§ **WHAT THE EXERCISE ASKS**:
Search the data for "Drive" and copy every matching line.

---------- RECORDS FOR PROCESSING

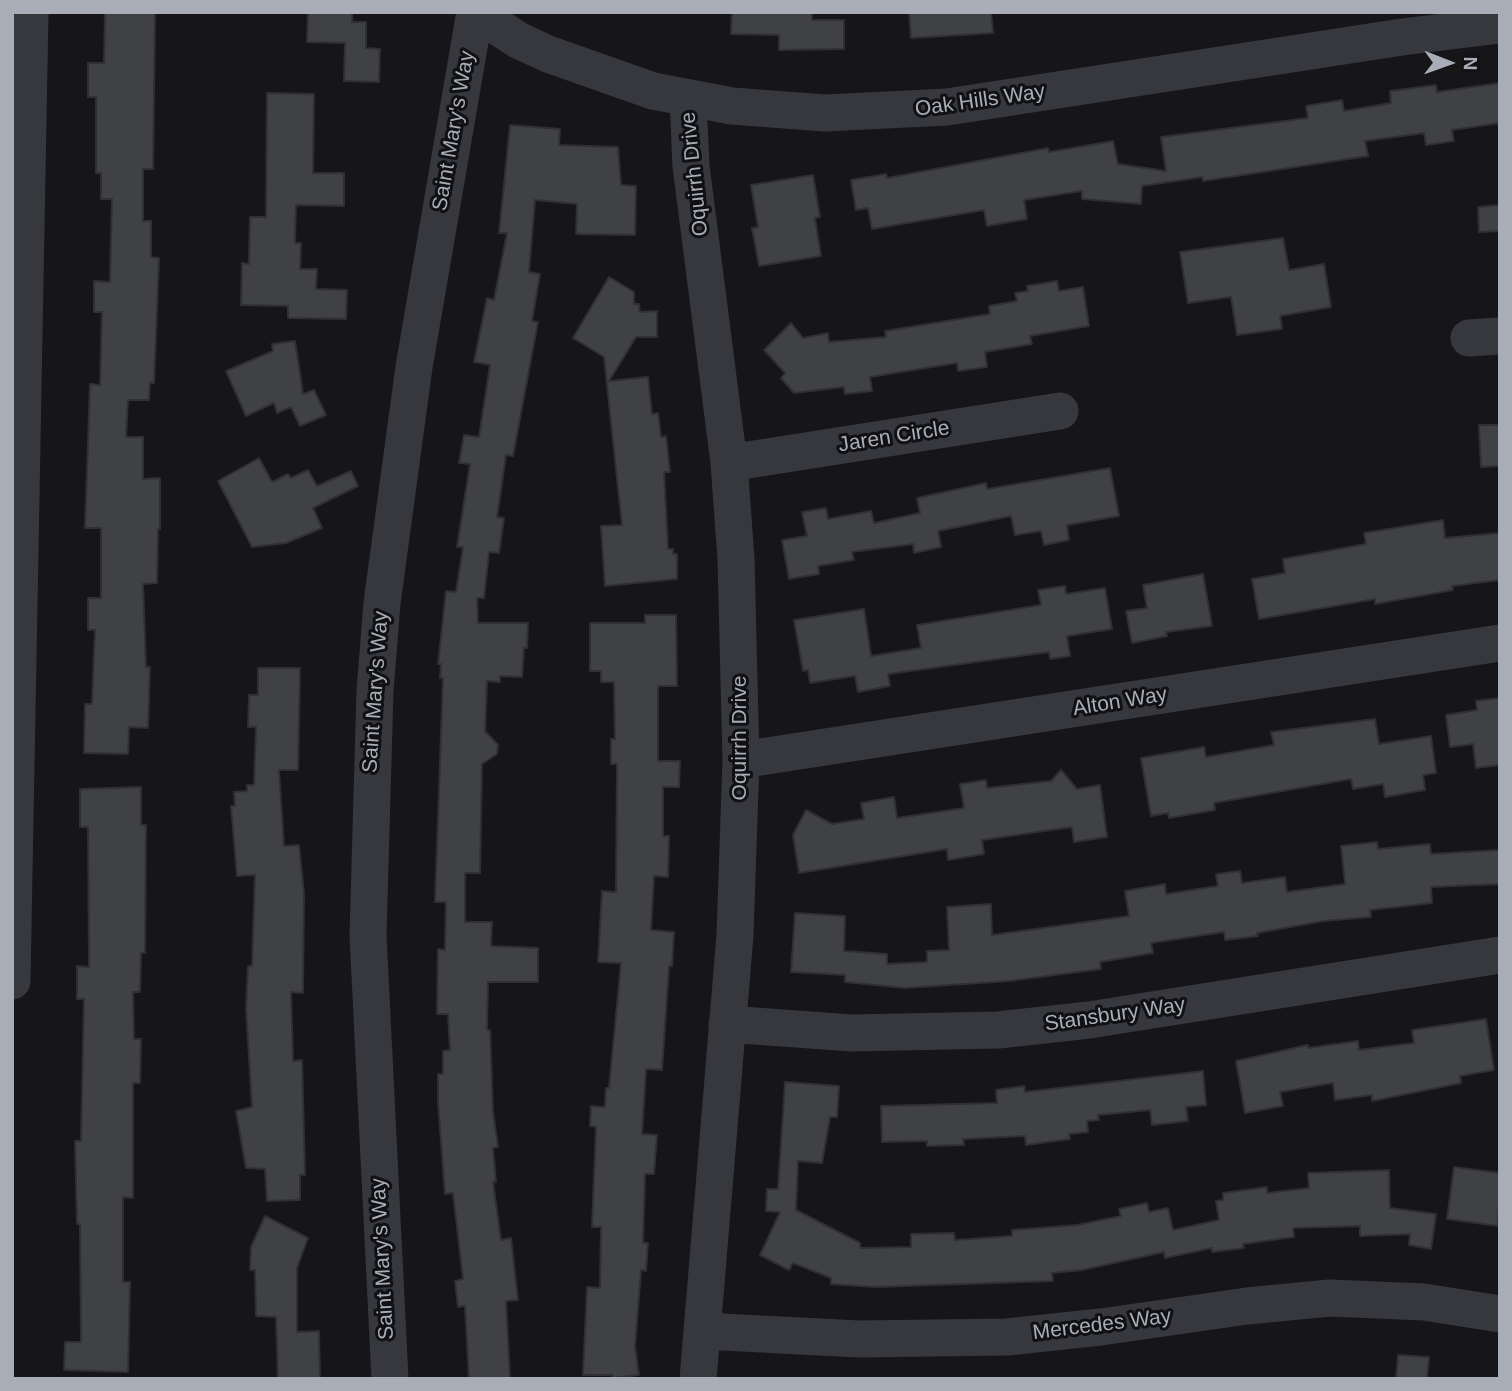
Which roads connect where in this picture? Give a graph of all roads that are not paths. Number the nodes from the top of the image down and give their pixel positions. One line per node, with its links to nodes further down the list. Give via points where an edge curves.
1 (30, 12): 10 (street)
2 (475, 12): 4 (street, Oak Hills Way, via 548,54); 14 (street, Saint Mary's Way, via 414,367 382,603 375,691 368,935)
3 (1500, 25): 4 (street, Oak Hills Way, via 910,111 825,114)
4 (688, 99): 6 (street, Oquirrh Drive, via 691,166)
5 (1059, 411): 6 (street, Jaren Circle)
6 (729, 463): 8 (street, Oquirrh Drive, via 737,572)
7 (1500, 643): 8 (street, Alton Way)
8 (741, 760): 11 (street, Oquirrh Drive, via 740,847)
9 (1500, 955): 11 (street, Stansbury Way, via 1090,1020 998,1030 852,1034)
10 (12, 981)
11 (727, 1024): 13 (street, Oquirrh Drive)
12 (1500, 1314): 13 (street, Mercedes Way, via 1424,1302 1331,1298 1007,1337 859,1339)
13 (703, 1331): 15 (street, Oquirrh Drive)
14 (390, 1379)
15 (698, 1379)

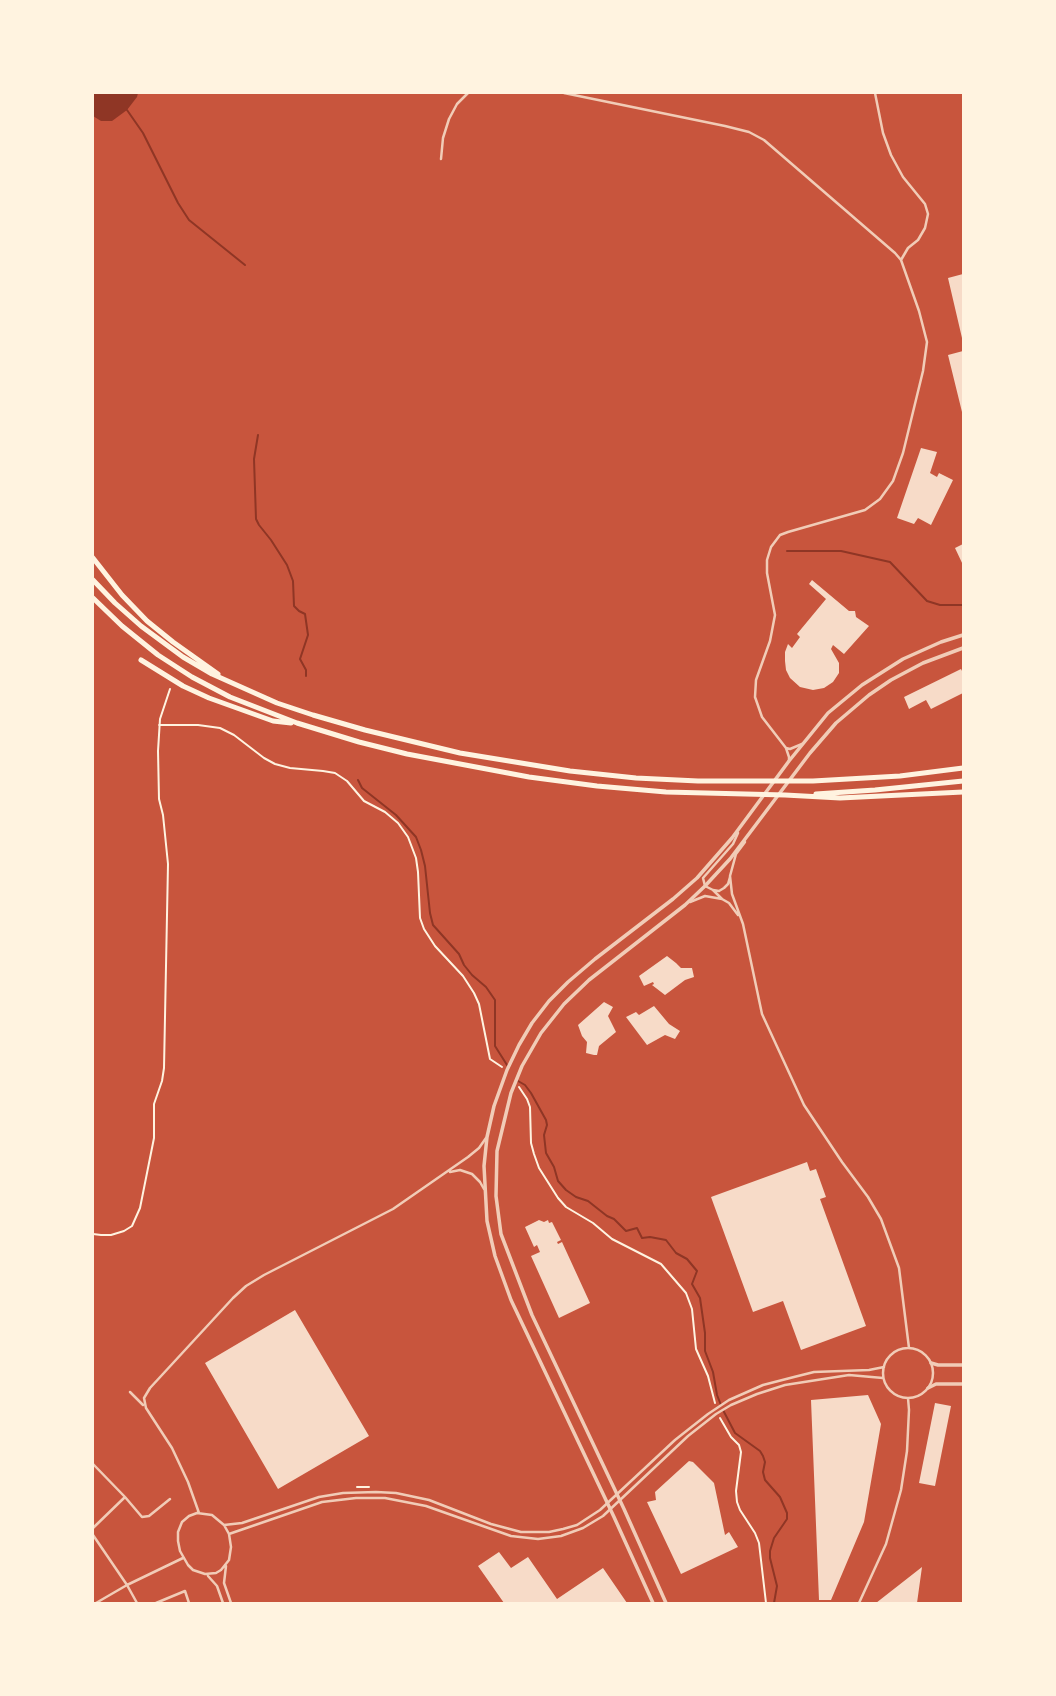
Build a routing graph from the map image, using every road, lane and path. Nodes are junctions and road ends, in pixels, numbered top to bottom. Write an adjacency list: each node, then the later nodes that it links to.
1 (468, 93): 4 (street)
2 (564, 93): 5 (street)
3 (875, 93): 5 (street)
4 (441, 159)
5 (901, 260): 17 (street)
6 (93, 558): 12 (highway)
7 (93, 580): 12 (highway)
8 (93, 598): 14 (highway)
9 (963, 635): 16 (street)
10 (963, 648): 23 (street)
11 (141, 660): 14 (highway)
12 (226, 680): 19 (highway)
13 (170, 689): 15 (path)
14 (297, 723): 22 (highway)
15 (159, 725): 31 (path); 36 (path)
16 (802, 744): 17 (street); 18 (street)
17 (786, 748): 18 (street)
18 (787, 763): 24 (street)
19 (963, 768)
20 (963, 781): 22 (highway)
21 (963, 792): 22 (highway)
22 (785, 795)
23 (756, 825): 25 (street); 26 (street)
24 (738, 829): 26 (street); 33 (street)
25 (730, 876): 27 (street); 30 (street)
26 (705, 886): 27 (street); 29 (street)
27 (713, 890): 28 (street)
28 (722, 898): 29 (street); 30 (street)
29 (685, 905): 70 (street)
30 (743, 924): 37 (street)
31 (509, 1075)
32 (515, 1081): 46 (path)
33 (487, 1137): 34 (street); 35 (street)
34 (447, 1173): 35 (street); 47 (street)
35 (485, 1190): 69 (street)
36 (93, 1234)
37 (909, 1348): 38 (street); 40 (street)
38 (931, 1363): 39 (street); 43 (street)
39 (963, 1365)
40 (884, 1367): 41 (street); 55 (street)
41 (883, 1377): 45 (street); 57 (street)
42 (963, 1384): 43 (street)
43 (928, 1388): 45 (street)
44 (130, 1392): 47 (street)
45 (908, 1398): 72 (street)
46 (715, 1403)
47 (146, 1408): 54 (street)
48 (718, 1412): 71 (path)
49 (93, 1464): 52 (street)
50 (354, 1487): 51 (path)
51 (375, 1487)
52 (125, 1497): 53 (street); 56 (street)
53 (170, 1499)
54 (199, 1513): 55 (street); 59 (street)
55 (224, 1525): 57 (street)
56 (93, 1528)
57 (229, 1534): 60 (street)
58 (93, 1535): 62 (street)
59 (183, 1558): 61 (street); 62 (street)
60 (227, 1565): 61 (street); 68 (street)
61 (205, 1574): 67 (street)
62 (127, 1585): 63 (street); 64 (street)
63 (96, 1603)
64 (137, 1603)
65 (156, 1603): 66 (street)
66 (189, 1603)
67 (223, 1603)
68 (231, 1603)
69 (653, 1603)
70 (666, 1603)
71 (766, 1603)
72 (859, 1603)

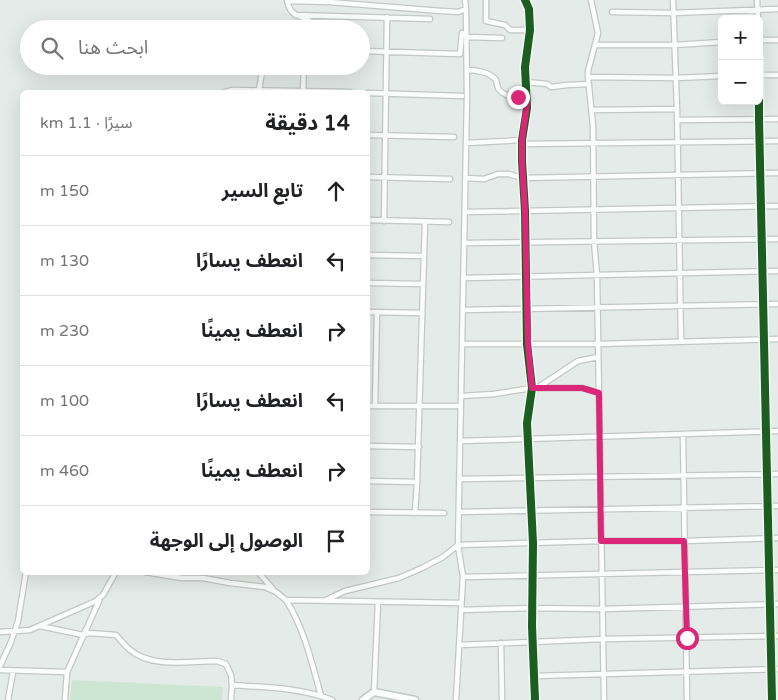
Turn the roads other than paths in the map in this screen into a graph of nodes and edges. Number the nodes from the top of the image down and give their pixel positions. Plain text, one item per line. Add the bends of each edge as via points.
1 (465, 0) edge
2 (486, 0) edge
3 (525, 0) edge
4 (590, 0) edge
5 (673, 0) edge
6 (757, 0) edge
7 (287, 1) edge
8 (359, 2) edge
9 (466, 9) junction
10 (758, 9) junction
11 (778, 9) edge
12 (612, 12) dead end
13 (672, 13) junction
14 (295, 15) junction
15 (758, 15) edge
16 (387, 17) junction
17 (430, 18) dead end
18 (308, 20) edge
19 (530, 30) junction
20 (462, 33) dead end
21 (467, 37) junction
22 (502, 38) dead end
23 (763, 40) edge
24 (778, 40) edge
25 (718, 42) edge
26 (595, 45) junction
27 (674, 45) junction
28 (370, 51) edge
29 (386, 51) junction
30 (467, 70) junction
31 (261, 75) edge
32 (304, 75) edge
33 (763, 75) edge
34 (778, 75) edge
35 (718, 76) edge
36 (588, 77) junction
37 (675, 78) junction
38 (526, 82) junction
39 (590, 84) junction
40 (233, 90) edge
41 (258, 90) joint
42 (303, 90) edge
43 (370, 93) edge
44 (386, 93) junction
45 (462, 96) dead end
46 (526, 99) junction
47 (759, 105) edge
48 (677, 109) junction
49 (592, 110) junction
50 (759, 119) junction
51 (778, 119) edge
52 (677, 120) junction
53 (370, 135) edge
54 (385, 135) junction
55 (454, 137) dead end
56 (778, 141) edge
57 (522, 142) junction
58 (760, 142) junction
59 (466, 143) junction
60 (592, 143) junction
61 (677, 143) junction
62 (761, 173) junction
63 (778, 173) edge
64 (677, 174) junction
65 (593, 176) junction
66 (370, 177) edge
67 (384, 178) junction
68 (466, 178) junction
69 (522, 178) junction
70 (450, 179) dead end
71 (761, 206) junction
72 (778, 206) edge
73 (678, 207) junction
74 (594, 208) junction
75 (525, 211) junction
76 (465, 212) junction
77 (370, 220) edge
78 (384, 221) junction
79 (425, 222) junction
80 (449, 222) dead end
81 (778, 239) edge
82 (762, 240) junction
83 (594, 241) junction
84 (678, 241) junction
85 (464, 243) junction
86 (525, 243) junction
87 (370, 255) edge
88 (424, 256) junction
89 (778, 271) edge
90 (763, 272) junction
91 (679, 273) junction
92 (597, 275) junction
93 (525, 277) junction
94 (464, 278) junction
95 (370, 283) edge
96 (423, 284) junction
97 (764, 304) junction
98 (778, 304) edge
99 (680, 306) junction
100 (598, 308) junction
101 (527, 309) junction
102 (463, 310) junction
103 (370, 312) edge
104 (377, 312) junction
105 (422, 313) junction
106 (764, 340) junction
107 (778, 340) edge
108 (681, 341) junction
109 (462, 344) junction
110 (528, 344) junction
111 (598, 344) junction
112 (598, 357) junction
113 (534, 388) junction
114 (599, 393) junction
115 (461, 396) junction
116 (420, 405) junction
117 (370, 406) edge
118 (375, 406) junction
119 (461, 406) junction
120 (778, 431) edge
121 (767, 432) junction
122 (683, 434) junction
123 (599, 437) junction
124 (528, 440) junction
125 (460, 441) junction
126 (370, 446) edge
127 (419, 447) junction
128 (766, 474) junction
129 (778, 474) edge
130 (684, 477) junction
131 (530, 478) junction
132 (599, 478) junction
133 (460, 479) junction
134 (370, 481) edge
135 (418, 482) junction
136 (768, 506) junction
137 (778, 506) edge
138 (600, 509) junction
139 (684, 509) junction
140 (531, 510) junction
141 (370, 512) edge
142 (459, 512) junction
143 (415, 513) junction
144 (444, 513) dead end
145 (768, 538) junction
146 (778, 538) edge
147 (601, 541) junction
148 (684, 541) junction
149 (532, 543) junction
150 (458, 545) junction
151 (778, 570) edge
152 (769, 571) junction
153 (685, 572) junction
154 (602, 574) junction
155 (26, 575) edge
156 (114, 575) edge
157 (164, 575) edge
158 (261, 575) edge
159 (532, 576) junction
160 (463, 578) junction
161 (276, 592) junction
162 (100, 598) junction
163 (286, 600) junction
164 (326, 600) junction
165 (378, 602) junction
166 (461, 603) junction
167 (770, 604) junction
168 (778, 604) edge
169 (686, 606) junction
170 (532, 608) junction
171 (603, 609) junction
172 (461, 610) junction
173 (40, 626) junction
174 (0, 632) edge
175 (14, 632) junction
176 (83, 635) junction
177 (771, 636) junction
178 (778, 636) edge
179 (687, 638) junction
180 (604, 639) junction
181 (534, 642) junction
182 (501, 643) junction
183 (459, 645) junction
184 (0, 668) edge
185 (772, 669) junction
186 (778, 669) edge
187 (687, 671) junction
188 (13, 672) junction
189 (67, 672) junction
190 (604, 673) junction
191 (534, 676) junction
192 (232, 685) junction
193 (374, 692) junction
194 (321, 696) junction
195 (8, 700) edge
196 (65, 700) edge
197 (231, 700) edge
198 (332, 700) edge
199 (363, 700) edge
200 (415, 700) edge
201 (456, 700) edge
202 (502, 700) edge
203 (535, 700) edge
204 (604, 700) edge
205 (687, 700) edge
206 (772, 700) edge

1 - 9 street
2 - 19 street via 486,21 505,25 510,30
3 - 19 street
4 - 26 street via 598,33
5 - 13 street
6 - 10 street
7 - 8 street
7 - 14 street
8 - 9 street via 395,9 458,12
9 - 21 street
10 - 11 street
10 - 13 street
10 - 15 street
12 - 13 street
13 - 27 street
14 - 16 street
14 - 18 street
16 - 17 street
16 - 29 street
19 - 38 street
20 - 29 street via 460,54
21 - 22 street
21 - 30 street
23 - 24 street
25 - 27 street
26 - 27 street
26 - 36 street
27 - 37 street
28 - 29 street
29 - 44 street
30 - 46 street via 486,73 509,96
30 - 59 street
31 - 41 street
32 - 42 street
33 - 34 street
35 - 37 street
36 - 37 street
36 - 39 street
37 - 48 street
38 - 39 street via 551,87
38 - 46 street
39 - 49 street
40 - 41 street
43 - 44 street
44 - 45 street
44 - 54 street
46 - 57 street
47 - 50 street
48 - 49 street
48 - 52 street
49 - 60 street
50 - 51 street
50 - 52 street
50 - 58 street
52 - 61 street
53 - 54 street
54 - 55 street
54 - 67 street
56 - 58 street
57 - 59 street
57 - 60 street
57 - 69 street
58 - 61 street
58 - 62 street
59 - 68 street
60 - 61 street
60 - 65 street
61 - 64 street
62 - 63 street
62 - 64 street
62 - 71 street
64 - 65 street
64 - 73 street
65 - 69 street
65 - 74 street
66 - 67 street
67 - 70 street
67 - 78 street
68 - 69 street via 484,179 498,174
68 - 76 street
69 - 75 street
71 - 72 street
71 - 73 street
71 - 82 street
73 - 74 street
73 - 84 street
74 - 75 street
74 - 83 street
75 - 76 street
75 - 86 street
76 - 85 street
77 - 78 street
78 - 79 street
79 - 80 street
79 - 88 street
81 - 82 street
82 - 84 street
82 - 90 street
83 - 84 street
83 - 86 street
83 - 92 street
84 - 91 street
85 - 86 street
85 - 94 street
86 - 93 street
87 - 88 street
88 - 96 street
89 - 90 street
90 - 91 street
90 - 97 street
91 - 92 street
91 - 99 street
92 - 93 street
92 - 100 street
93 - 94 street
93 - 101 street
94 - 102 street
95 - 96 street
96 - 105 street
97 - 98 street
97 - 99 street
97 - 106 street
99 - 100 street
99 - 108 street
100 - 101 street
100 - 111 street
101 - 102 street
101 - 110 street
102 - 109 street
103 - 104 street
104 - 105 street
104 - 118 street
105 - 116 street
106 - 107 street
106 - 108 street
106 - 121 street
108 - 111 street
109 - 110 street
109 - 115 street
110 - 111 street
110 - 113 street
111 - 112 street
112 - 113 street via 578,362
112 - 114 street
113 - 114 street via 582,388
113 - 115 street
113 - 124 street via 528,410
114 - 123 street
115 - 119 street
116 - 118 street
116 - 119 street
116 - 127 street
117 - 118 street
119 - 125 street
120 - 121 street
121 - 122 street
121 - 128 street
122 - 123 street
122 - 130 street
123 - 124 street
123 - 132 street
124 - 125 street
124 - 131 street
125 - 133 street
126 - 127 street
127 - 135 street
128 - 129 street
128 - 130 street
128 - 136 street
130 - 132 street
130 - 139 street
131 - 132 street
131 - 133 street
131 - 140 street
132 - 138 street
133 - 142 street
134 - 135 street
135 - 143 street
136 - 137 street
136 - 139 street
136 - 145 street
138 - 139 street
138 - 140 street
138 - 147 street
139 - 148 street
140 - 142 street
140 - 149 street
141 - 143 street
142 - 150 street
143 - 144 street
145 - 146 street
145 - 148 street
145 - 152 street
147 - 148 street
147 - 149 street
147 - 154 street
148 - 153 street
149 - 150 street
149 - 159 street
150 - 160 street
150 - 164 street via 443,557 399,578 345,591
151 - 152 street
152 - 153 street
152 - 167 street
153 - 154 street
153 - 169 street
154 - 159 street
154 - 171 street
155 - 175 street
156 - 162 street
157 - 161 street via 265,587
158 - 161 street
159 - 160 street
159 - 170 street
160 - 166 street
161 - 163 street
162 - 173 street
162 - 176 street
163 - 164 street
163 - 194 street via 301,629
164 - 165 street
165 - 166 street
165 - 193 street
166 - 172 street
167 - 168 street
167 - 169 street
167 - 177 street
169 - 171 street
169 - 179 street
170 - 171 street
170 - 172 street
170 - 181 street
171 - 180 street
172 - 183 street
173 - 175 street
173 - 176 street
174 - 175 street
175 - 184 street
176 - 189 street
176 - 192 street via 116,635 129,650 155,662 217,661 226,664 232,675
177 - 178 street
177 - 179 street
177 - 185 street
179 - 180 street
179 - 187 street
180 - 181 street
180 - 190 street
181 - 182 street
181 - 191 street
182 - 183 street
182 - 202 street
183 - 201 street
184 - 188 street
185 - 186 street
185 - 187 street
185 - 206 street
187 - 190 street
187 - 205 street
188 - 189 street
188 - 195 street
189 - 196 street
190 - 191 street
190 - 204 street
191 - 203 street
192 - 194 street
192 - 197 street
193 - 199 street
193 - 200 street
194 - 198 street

--------------------

§ **ANSWER SECTION**:
4 (688, 99): 6 (street, Oquirrh Drive, via 691,166)
6 (729, 463): 8 (street, Oquirrh Drive, via 737,572)
8 (741, 760): 11 (street, Oquirrh Drive, via 740,847)
11 (727, 1024): 13 (street, Oquirrh Drive)
13 (703, 1331): 15 (street, Oquirrh Drive)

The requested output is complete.